[Opening Source material section]

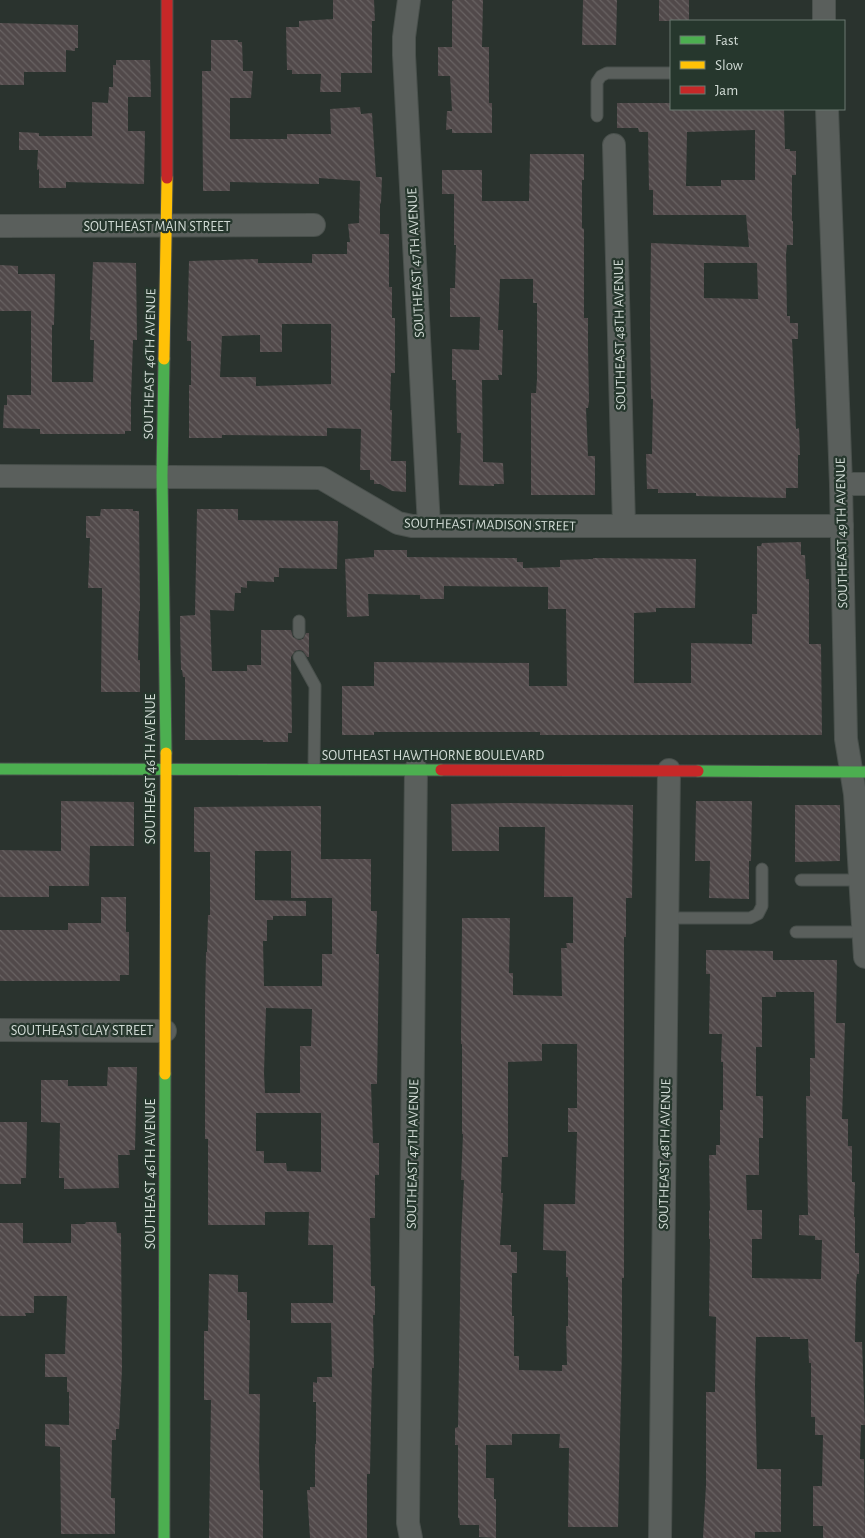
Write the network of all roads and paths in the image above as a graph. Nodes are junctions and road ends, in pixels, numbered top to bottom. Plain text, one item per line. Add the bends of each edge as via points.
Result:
1 (167, 0) edge
2 (409, 0) edge
3 (824, 0) edge
4 (824, 20) edge
5 (670, 73) edge
6 (828, 110) edge
7 (597, 116) dead end
8 (614, 144) dead end
9 (314, 225) dead end
10 (0, 226) edge
11 (167, 226) junction
12 (0, 476) edge
13 (162, 476) junction
14 (841, 484) junction
15 (865, 484) edge
16 (429, 526) junction
17 (624, 526) junction
18 (842, 526) junction
19 (298, 621) dead end
20 (299, 633) dead end
21 (299, 657) dead end
22 (0, 769) edge
23 (166, 769) junction
24 (314, 769) junction
25 (416, 769) junction
26 (669, 770) junction
27 (858, 772) edge
28 (762, 868) dead end
29 (801, 880) dead end
30 (861, 880) junction
31 (667, 918) junction
32 (796, 932) dead end
33 (864, 932) junction
34 (865, 957) edge
35 (0, 1030) edge
36 (165, 1031) junction
37 (164, 1538) edge
38 (411, 1538) edge
39 (660, 1538) edge

1 - 11 street, SOUTHEAST 46TH AVENUE
2 - 16 street, SOUTHEAST 47TH AVENUE via 404,55
3 - 4 street
5 - 7 lane via 607,73 601,76 597,82
6 - 14 street, SOUTHEAST 49TH AVENUE
8 - 17 street, SOUTHEAST 48TH AVENUE
9 - 11 street, SOUTHEAST MAIN STREET
10 - 11 street, SOUTHEAST MAIN STREET
11 - 13 street, SOUTHEAST 46TH AVENUE
12 - 13 street, SOUTHEAST MADISON STREET
13 - 16 street, SOUTHEAST MADISON STREET via 321,478 398,523
13 - 23 street, SOUTHEAST 46TH AVENUE
14 - 15 street
14 - 18 street, SOUTHEAST 49TH AVENUE
16 - 17 street, SOUTHEAST MADISON STREET
17 - 18 street, SOUTHEAST MADISON STREET
18 - 27 street, SOUTHEAST 49TH AVENUE via 846,739
19 - 20 lane
21 - 24 lane via 315,686
22 - 23 street, SOUTHEAST HAWTHORNE BOULEVARD
23 - 24 street, SOUTHEAST HAWTHORNE BOULEVARD
23 - 36 street, SOUTHEAST 46TH AVENUE
24 - 25 street, SOUTHEAST HAWTHORNE BOULEVARD
25 - 26 street, SOUTHEAST HAWTHORNE BOULEVARD
25 - 38 street, SOUTHEAST 47TH AVENUE via 408,1523
26 - 27 street, SOUTHEAST HAWTHORNE BOULEVARD
26 - 31 street, SOUTHEAST 48TH AVENUE
27 - 30 street, SOUTHEAST 49TH AVENUE via 855,794
28 - 31 lane via 762,906 758,914 750,918
29 - 30 lane
30 - 33 street, SOUTHEAST 49TH AVENUE
31 - 39 street, SOUTHEAST 48TH AVENUE
32 - 33 lane
33 - 34 street, SOUTHEAST 49TH AVENUE
35 - 36 street, SOUTHEAST CLAY STREET
36 - 37 street, SOUTHEAST 46TH AVENUE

[Closing Source material section]

About this task: Each entry above should be printed exactly, and any picture in it left out.

Solution:
Write the network of all roads and paths in the image above as a graph. Nodes are junctions and road ends, in pixels, numbered top to bottom. Plain text, one item per line. Add the bends of each edge as via points.
Result:
1 (167, 0) edge
2 (409, 0) edge
3 (824, 0) edge
4 (824, 20) edge
5 (670, 73) edge
6 (828, 110) edge
7 (597, 116) dead end
8 (614, 144) dead end
9 (314, 225) dead end
10 (0, 226) edge
11 (167, 226) junction
12 (0, 476) edge
13 (162, 476) junction
14 (841, 484) junction
15 (865, 484) edge
16 (429, 526) junction
17 (624, 526) junction
18 (842, 526) junction
19 (298, 621) dead end
20 (299, 633) dead end
21 (299, 657) dead end
22 (0, 769) edge
23 (166, 769) junction
24 (314, 769) junction
25 (416, 769) junction
26 (669, 770) junction
27 (858, 772) edge
28 (762, 868) dead end
29 (801, 880) dead end
30 (861, 880) junction
31 (667, 918) junction
32 (796, 932) dead end
33 (864, 932) junction
34 (865, 957) edge
35 (0, 1030) edge
36 (165, 1031) junction
37 (164, 1538) edge
38 (411, 1538) edge
39 (660, 1538) edge

1 - 11 street, SOUTHEAST 46TH AVENUE
2 - 16 street, SOUTHEAST 47TH AVENUE via 404,55
3 - 4 street
5 - 7 lane via 607,73 601,76 597,82
6 - 14 street, SOUTHEAST 49TH AVENUE
8 - 17 street, SOUTHEAST 48TH AVENUE
9 - 11 street, SOUTHEAST MAIN STREET
10 - 11 street, SOUTHEAST MAIN STREET
11 - 13 street, SOUTHEAST 46TH AVENUE
12 - 13 street, SOUTHEAST MADISON STREET
13 - 16 street, SOUTHEAST MADISON STREET via 321,478 398,523
13 - 23 street, SOUTHEAST 46TH AVENUE
14 - 15 street
14 - 18 street, SOUTHEAST 49TH AVENUE
16 - 17 street, SOUTHEAST MADISON STREET
17 - 18 street, SOUTHEAST MADISON STREET
18 - 27 street, SOUTHEAST 49TH AVENUE via 846,739
19 - 20 lane
21 - 24 lane via 315,686
22 - 23 street, SOUTHEAST HAWTHORNE BOULEVARD
23 - 24 street, SOUTHEAST HAWTHORNE BOULEVARD
23 - 36 street, SOUTHEAST 46TH AVENUE
24 - 25 street, SOUTHEAST HAWTHORNE BOULEVARD
25 - 26 street, SOUTHEAST HAWTHORNE BOULEVARD
25 - 38 street, SOUTHEAST 47TH AVENUE via 408,1523
26 - 27 street, SOUTHEAST HAWTHORNE BOULEVARD
26 - 31 street, SOUTHEAST 48TH AVENUE
27 - 30 street, SOUTHEAST 49TH AVENUE via 855,794
28 - 31 lane via 762,906 758,914 750,918
29 - 30 lane
30 - 33 street, SOUTHEAST 49TH AVENUE
31 - 39 street, SOUTHEAST 48TH AVENUE
32 - 33 lane
33 - 34 street, SOUTHEAST 49TH AVENUE
35 - 36 street, SOUTHEAST CLAY STREET
36 - 37 street, SOUTHEAST 46TH AVENUE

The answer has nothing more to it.